━━━━━ Data excerpts

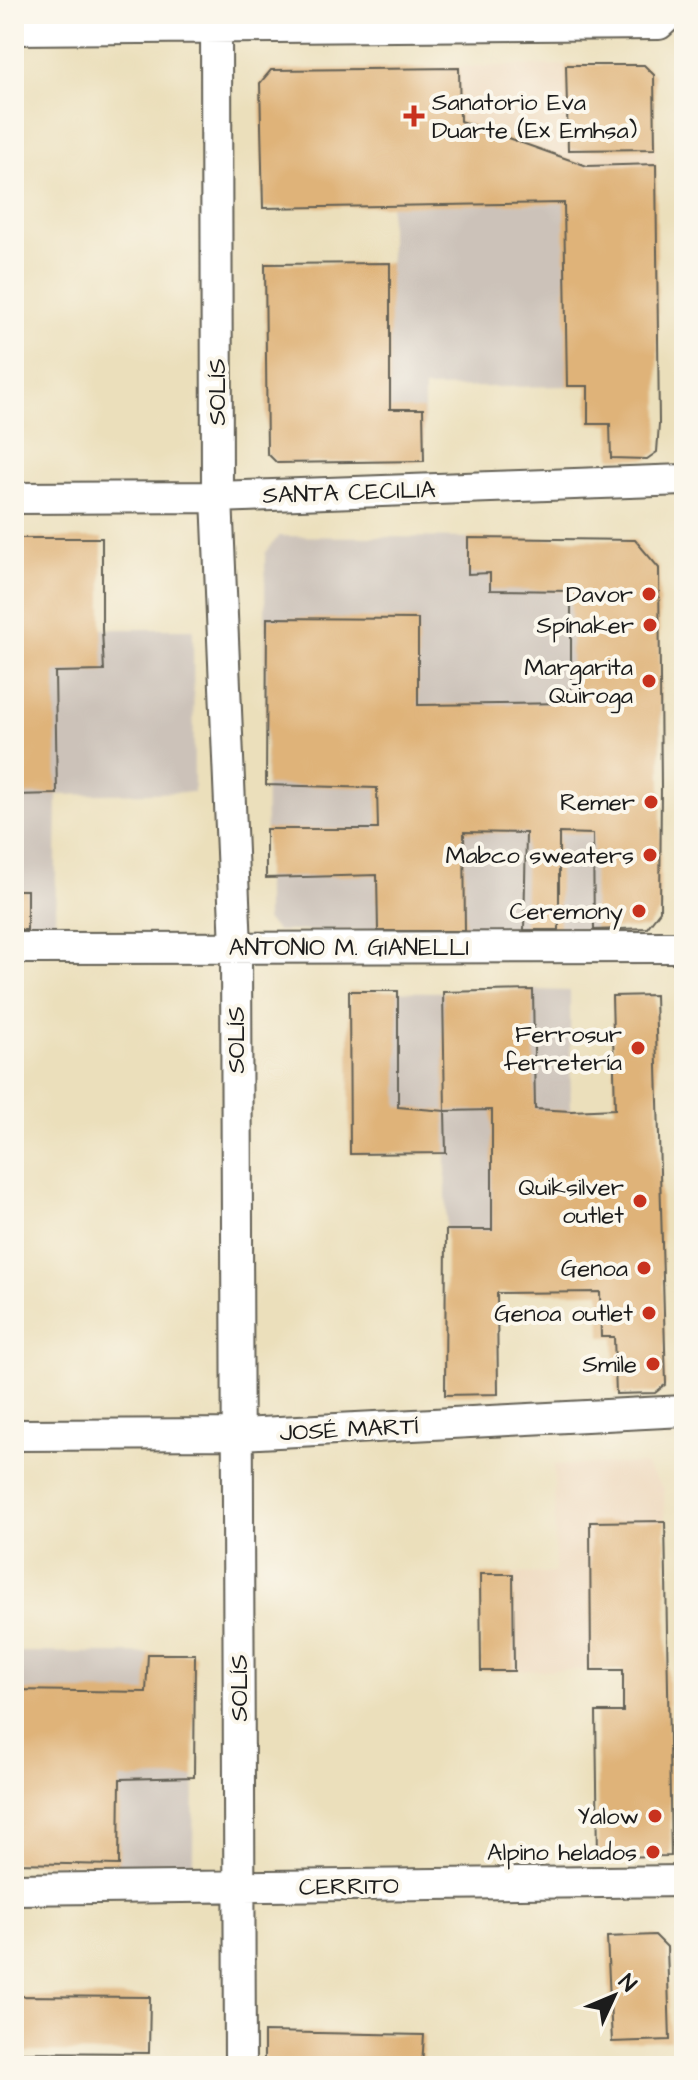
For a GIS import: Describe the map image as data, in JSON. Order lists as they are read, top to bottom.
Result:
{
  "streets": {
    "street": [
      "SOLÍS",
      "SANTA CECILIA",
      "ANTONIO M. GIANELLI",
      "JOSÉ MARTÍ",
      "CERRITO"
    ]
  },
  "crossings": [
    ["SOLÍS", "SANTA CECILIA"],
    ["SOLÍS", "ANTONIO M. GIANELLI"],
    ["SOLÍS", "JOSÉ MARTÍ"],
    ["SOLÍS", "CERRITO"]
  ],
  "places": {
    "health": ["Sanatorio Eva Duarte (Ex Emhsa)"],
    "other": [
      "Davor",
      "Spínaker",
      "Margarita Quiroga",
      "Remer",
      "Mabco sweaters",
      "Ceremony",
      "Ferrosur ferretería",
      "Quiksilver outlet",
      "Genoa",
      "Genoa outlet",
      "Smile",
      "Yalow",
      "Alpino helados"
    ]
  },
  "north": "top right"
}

━━━━━━━━━━
━━━━━ Data excerpts

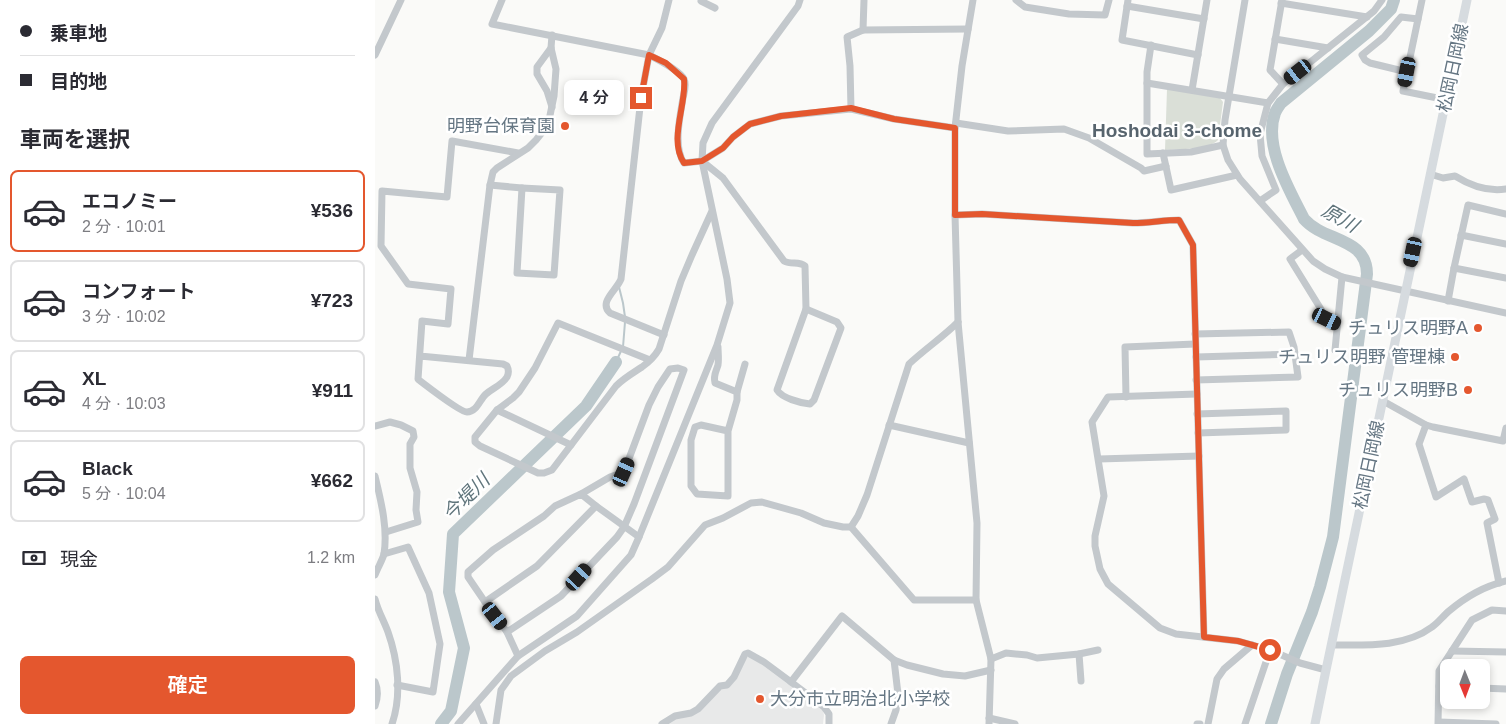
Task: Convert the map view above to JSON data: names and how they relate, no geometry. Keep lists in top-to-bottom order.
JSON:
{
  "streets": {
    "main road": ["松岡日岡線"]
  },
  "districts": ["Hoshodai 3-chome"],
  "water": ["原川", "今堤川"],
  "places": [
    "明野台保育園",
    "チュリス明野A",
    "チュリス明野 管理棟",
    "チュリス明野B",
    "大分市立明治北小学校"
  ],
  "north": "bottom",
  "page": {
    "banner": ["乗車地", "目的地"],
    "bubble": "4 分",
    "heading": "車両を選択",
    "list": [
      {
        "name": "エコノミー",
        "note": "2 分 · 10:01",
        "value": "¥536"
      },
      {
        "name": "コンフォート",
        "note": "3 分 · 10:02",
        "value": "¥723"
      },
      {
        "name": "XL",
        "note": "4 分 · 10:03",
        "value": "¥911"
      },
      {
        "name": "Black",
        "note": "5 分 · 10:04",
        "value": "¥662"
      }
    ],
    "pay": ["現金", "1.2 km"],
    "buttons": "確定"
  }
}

━━━━━━━━━━

Task to carry out —
Where a line above holds the string "lists", show that line.

The completed task —
For a GIS import: Describe the map image as data, in JSON. Order lists as they are read, top to bottom.
Task: Convert the map view above to JSON data: names and how they relate, no geometry. Keep lists in top-to-bottom order.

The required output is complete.